TASK TO COMPLETE:
Collect all lines containing the word "index" from the data.

THE DATA:
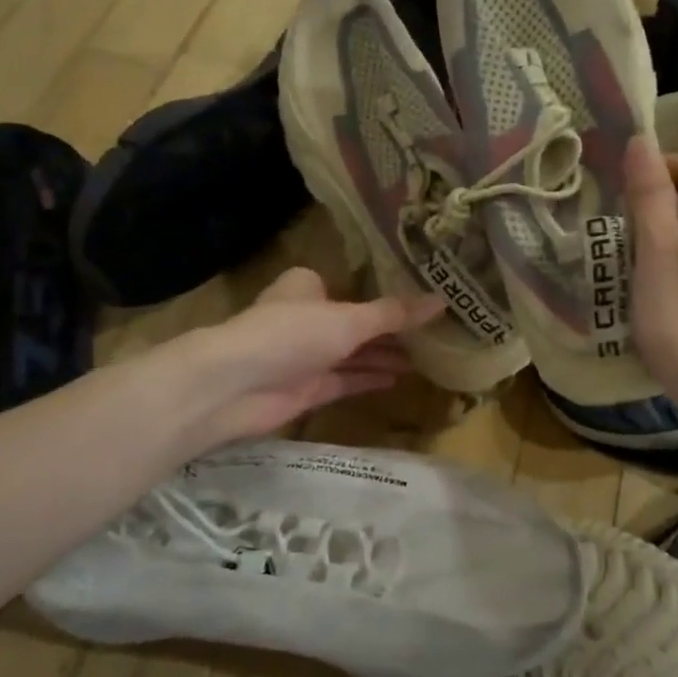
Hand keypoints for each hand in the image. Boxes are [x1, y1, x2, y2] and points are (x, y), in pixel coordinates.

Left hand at [183, 267, 441, 449]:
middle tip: (433, 335)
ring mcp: (306, 356)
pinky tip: (400, 379)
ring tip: (426, 359)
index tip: (420, 302)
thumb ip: (394, 314)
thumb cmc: (291, 334)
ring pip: (352, 354)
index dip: (384, 296)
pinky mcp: (306, 389)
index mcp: (308, 288)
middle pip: (356, 323)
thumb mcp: (350, 319)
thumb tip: (442, 300)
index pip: (352, 287)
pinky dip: (369, 379)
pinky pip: (345, 380)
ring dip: (384, 356)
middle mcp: (307, 318)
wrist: (235, 386)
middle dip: (390, 331)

TASK ANSWER:
index tip: (420, 302)
index dip: (384, 296)
index mcp: (308, 288)
index pip: (352, 287)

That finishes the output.